About 3 months after they received the first bill, they finally received word that the cost of the surgery would be covered. The total emotional cost was huge. My parents were freaking out financially about what this would mean for their retirement. I can recall my mother crying on the phone feeling guilty for the financial burden she thought she had placed on the family. My parents both kept beating themselves up for not getting anything in writing prior to the surgery about coverage costs. While this whole case was in limbo, they canceled vacations since they were unsure what the resolution would be. My dad went so far as to push back his planned retirement.
In the end, my parents ended up paying $5,000 (her deductible) for the surgery and 2 nights in the hospital.
Her case affected me very personally as a family member and a physician. Having performed many “doc-to-doc” communications with insurance companies in the past, I know how time consuming and frustrating they can be. Despite my best efforts to fully document my reasons as why something is medically necessary, there will occasionally be a case where the insurance companies push back.

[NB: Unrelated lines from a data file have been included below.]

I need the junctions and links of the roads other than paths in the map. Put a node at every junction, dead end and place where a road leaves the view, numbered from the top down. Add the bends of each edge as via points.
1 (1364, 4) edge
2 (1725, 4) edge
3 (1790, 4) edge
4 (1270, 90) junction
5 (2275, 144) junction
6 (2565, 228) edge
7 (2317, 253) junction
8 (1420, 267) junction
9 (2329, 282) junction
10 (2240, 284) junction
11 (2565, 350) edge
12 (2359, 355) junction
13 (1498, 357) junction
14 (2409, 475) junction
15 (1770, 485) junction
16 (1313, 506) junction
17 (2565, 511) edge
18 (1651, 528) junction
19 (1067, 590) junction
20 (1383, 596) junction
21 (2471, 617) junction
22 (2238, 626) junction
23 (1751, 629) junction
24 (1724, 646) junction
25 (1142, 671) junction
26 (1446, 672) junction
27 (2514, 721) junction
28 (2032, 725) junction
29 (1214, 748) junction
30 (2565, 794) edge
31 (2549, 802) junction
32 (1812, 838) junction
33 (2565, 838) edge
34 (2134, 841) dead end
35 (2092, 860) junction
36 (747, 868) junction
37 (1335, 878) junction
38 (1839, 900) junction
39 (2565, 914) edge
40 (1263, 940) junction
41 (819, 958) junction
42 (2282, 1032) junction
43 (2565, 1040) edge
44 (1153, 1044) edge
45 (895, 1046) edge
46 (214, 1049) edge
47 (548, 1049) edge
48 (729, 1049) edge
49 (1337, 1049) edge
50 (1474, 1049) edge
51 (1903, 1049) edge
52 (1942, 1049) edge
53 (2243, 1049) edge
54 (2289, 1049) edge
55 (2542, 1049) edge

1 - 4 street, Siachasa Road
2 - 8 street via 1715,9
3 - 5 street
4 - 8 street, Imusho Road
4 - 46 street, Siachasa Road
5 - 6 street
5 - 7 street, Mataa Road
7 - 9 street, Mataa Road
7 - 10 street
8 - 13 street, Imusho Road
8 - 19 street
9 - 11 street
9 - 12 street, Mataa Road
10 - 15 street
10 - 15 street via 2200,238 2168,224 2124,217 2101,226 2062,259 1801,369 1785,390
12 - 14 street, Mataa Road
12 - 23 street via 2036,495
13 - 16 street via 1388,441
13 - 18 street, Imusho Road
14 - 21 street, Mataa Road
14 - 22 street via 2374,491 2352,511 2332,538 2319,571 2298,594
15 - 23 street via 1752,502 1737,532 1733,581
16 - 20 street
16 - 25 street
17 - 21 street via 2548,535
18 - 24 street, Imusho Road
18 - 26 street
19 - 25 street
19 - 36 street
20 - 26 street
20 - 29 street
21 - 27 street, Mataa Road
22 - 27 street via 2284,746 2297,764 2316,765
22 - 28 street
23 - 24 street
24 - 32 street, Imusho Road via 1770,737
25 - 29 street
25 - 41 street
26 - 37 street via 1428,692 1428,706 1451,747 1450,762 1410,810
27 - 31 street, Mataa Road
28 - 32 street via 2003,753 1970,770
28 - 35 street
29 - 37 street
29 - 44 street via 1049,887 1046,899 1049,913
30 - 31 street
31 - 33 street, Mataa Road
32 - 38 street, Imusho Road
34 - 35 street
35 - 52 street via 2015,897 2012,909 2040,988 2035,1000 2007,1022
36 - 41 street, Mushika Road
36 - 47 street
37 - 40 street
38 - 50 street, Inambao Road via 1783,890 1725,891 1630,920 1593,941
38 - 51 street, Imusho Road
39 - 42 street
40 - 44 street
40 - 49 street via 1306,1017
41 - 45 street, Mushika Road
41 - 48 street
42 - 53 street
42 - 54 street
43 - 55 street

I am all for decreasing costs in medicine, but this case has made me realize that there is still a lot of improvement needed for healthcare in the United States. The quality of the care was above any beyond our expectations, as was her surgical outcome. I can only imagine how my parents felt wondering how they will financially recover if left to pay that bill.
My mom’s situation was disappointing to say the least. After around 10 years with the same insurance company with very few claims, this type of problem still occurred. My father was so upset by the situation he calculated that he paid over $100,000 in premiums for the family over those ten years only to get this kind of response. He tried to switch companies but felt trapped since he already met his deductible for the year. In the end, they ended up switching providers the next calendar year.
Has something similar ever happened to you or one of your family members?